### Exercise objective
All records below must be reproduced exactly, although any pictures they contain are to be omitted.

### Supplied material
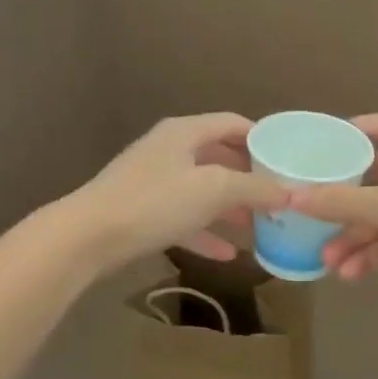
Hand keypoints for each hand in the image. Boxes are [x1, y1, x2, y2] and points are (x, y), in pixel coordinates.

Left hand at [71, 113, 288, 270]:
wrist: (88, 236)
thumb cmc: (155, 201)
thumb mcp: (213, 190)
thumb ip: (254, 188)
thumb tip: (289, 191)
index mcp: (185, 132)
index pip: (232, 123)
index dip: (262, 138)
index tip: (288, 158)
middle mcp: (169, 150)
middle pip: (219, 157)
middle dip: (249, 177)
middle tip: (278, 195)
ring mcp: (153, 181)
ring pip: (202, 190)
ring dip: (230, 207)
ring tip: (260, 226)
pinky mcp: (142, 212)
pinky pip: (184, 218)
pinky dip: (206, 232)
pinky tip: (228, 255)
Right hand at [287, 113, 377, 309]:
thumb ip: (341, 202)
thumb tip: (292, 196)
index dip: (357, 128)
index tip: (324, 140)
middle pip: (376, 179)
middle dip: (345, 199)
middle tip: (314, 211)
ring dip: (354, 238)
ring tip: (327, 260)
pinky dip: (372, 258)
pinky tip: (349, 274)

### Reply to the task
Hand keypoints for each hand in the image. Boxes are [x1, y1, x2, y2] and points are (x, y), in pixel coordinates.

Left hand at [71, 113, 288, 270]:
wrist: (88, 236)
thumb cmc: (155, 201)
thumb mcp: (213, 190)
thumb ip: (254, 188)
thumb tip: (289, 191)
index mcp: (185, 132)
index pip: (232, 123)
index dip: (262, 138)
index tip: (288, 158)
middle mcp: (169, 150)
middle pip: (219, 157)
middle dip: (249, 177)
middle tip: (278, 195)
ring mcp: (153, 181)
ring pip: (202, 190)
ring dip: (230, 207)
ring tip: (260, 226)
pinky mcp: (142, 212)
pinky pip: (184, 218)
pinky dip: (206, 232)
pinky tip: (228, 255)
Right hand at [287, 113, 377, 309]:
thumb ip: (341, 202)
thumb tip: (292, 196)
index dip: (357, 128)
index tip: (324, 140)
middle pip: (376, 179)
middle dip: (345, 199)
middle tip: (314, 211)
ring dip: (354, 238)
ring tip: (327, 260)
pinky dip: (372, 258)
pinky tip: (349, 274)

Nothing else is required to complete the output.